Toen de keizer de woorden van de jonge mannen hoorde, kon hij er niet van worden overtuigd dat de zes aanwijzingen die aan de kameelbestuurder waren gegeven misschien allemaal waar zouden kunnen zijn, en hij zei tegen hen: "Ik denk niet dat jullie drie helderzienden zijn, maar wel, drie struikrovers, die mensen vermoorden die jullie onderweg tegenkomen, en de reden waarom ik dat geloof is dat geen van de zes aanwijzingen die je de kameelbestuurder gaf over zijn verloren kameel onwaar waren."

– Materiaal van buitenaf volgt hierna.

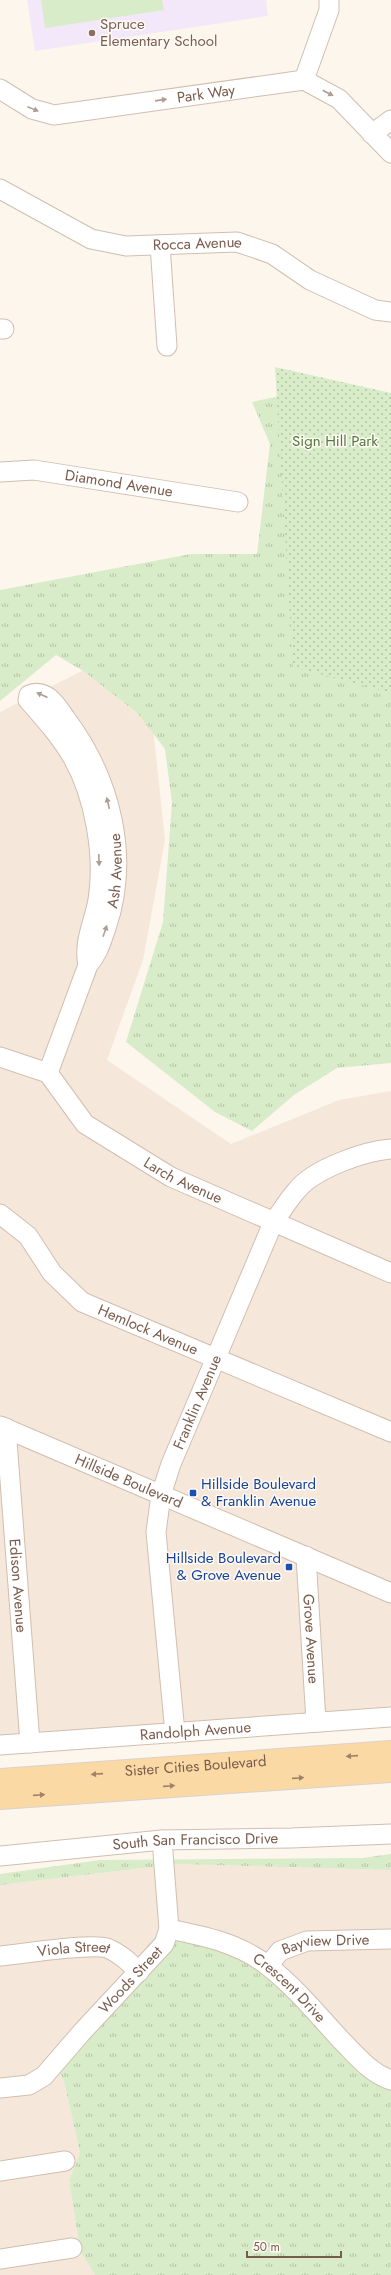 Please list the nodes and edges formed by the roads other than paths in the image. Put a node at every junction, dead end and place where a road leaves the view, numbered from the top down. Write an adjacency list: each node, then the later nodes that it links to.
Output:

Daarom liet hij ze terug naar de gevangenis gaan. Ondertussen vond een buurman van de kameelbestuurder het verloren dier op weg naar zijn werk. Hij herkende het, bracht het terug naar zijn meester, de buurman, en handde hem over. Toen de kameelbestuurder zich van zijn fout bewust werd, en aangezien door hem de jonge mannen in groot gevaar verkeerden, haastte hij zich onmiddellijk naar de Keizer en legde hem uit dat zijn kameel was gevonden, en vroeg hem nederig en dringend dat de drie onschuldige jonge mannen uit de gevangenis zouden worden vrijgelaten. Nadat de keizer had gehoord wat er was gebeurd, was hij erg bedroefd over het feit dat hij de ongelukkige jonge mannen gevangen had genomen, aangezien ze geen enkele ernstige misdaad hadden begaan en hij beval hen onmiddellijk uit de gevangenis te worden vrijgelaten en voor hem te worden gebracht. De minister deed dit onverwijld.